The duty to leave an alternative verdict for offences other than murder does not require that a lesser charge is left in every case; the test is “what justice to the accused requires” in the circumstances of the case: James v The Queen at [34]; The Queen v Keenan (2009) 236 CLR 397 at [138]. If neither party relies on an included offence then the judge may conclude that it is not a real issue in the trial: James v The Queen at [37]. The duty to leave an alternative verdict will depend on the real issues in the case and the forensic choices of counsel: James v The Queen at [38]. However, the forensic choices of counsel are not determinative and on occasion the judge’s duty to secure a fair trial will require that an alternative verdict be left despite defence counsel’s objection: James v The Queen at [34], [38]. The judge may refrain from leaving an alternative verdict if to do so would jeopardise the appellant’s chances of acquittal: James v The Queen at [48].

Where an alternative verdict is left, the jury must be specifically warned not to return an alternative verdict as a compromise: R v Heaton (unrep, 1/6/90, NSWCCA) at 8–9; R v Currie [2002] NSWCCA 126 at [11]–[13].

As to alternative verdicts generally see Criminal Practice and Procedure NSW at [2-s 153.1], [2-s 162.1], [8-s 61I.20]; Criminal Law (NSW) at [CPA.162.40]–[CPA.162.100].

[2-210] Suggested direction — alternative verdict

After dealing with the ingredients of the alternative offence add

It is a matter for you how you approach your task in determining the verdict or verdicts to give on the principal charge in the indictment and any alternative charge available for your consideration.
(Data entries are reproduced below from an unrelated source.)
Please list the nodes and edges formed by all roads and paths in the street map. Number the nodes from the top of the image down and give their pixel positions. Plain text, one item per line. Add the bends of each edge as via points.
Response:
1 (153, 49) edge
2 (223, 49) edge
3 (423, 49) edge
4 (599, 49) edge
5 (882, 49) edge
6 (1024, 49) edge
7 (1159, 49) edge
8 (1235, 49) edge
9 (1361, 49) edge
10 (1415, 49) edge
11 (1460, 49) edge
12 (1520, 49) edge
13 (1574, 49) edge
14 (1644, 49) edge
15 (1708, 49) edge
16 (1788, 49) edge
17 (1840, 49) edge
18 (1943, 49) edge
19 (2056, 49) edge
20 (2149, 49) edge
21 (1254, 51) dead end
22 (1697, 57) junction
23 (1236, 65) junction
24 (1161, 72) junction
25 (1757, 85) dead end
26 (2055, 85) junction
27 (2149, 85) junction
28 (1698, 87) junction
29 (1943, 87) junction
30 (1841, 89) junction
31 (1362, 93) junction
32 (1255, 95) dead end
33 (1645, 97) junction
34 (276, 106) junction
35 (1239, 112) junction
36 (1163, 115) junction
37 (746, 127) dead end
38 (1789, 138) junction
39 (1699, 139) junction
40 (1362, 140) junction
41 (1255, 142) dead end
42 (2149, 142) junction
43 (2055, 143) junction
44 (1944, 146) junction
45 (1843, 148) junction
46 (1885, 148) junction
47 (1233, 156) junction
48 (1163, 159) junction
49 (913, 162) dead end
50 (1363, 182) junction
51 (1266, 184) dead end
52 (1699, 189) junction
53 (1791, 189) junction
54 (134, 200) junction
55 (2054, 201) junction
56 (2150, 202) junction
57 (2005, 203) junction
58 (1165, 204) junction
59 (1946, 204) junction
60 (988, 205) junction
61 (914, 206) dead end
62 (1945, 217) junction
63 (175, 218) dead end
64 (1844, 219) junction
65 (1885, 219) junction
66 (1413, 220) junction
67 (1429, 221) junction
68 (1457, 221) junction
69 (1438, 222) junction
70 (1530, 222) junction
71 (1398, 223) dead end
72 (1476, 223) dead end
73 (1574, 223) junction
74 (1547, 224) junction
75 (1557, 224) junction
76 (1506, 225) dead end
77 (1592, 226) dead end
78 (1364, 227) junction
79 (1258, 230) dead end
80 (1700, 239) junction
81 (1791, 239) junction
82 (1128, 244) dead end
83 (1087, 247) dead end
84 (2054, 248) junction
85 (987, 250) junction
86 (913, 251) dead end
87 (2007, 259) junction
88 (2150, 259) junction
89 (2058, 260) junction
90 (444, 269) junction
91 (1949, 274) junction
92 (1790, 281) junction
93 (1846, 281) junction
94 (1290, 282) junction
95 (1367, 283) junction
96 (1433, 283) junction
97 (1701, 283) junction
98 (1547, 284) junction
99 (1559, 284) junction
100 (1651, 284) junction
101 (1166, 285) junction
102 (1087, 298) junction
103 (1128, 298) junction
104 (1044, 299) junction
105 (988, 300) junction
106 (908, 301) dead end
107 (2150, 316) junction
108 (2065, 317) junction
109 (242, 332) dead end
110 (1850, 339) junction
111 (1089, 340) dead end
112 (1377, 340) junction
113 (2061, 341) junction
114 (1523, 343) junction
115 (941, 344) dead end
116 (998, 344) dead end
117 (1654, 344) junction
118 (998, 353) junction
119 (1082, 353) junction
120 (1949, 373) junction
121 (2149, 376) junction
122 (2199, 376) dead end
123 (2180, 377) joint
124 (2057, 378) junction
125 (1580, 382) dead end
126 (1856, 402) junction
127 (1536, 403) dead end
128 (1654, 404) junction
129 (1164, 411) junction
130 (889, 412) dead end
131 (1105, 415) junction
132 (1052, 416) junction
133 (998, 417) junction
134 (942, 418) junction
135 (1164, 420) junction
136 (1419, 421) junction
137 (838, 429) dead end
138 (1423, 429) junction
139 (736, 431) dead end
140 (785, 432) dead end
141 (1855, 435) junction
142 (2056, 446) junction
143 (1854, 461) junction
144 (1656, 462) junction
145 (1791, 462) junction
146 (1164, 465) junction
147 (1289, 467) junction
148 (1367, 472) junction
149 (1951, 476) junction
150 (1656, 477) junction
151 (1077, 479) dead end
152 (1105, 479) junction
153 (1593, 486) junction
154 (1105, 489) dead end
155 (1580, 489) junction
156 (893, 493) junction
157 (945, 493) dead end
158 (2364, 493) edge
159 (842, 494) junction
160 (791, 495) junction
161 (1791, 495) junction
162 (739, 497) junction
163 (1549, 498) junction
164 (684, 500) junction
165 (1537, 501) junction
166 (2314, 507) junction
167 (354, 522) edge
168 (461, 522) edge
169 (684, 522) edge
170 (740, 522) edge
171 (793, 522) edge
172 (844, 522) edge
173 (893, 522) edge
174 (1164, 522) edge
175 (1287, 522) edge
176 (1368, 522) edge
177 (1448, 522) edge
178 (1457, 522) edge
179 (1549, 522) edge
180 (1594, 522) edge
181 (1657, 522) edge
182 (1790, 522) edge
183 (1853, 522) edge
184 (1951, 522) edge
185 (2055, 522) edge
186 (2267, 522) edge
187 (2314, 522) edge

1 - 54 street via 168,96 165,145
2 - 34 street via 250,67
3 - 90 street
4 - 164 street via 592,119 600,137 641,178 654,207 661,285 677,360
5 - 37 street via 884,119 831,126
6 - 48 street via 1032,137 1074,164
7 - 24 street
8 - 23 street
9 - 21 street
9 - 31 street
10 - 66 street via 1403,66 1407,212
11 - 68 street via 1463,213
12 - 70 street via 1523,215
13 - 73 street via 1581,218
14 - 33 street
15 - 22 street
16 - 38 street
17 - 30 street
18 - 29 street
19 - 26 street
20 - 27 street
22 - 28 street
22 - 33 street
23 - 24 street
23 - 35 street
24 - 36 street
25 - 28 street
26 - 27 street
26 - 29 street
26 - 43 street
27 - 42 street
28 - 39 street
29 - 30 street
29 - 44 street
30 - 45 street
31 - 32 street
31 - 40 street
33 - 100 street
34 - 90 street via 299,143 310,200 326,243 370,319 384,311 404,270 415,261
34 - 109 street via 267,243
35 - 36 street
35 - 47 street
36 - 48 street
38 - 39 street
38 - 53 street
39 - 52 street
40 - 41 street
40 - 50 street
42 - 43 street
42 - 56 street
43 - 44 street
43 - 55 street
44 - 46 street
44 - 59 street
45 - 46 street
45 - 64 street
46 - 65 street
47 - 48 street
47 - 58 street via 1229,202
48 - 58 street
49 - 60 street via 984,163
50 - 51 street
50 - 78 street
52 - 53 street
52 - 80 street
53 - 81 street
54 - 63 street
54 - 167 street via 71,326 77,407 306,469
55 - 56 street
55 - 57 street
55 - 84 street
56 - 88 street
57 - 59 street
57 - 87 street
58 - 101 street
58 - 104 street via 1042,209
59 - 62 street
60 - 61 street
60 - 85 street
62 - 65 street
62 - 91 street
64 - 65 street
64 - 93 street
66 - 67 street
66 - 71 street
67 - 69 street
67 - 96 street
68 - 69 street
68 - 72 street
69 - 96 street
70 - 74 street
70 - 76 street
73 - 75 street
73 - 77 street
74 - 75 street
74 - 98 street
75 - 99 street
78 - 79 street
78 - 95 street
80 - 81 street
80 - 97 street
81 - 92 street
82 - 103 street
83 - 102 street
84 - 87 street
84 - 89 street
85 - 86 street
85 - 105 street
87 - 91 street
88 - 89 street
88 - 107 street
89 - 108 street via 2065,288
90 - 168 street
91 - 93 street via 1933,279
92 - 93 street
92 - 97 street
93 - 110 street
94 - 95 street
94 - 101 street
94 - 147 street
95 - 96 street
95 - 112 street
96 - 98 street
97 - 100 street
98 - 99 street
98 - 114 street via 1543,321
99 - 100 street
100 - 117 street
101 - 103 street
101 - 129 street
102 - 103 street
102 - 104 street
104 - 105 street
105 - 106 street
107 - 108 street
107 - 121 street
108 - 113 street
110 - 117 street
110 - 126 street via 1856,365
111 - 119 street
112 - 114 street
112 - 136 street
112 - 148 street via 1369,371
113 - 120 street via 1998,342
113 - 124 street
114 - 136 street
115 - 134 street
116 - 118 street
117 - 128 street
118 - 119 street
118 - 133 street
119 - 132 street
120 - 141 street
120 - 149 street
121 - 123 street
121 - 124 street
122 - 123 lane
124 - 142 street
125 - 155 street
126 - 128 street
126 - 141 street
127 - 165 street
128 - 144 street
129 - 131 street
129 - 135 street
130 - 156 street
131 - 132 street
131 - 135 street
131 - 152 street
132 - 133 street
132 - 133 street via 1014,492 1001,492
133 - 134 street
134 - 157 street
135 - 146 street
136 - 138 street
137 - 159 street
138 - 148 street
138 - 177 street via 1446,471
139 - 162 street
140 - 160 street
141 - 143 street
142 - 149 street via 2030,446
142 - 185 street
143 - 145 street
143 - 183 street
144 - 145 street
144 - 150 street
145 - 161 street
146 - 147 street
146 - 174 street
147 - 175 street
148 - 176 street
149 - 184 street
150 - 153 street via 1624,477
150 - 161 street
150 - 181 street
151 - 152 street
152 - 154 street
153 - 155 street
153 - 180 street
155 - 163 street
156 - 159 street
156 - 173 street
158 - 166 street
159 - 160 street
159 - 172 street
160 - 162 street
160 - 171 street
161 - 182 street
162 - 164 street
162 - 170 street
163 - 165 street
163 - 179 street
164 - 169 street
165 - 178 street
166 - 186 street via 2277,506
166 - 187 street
Of course, if you are not satisfied that the Crown has proved beyond reasonable doubt all the necessary elements of the principal offence being [state offence], then you must find the accused not guilty of that charge. You may then consider whether the Crown has proved beyond reasonable doubt all the necessary ingredients of the alternative charge [or charges] which are open to you. As I have indicated to you, the ingredients of the principal offence and the alternative charge [or charges] are not identical. If you find that the Crown has proved beyond reasonable doubt each of the elements of the alternative offence [or any of them] then you may find the accused guilty of the alternative count [or any of them].

However, I direct you that you should not regard the availability of an alternative count as an invitation to compromise your verdict. For example, it would be quite wrong for you to find the accused guilty of the alternative count [or any of them] simply because some of you found that the accused was guilty of the principal count but others were not so satisfied and would enter a verdict of not guilty of that charge. It would be unfair and contrary to your oaths [or affirmations] to decide to break the deadlock by convicting the accused on the alternative count [or any of them].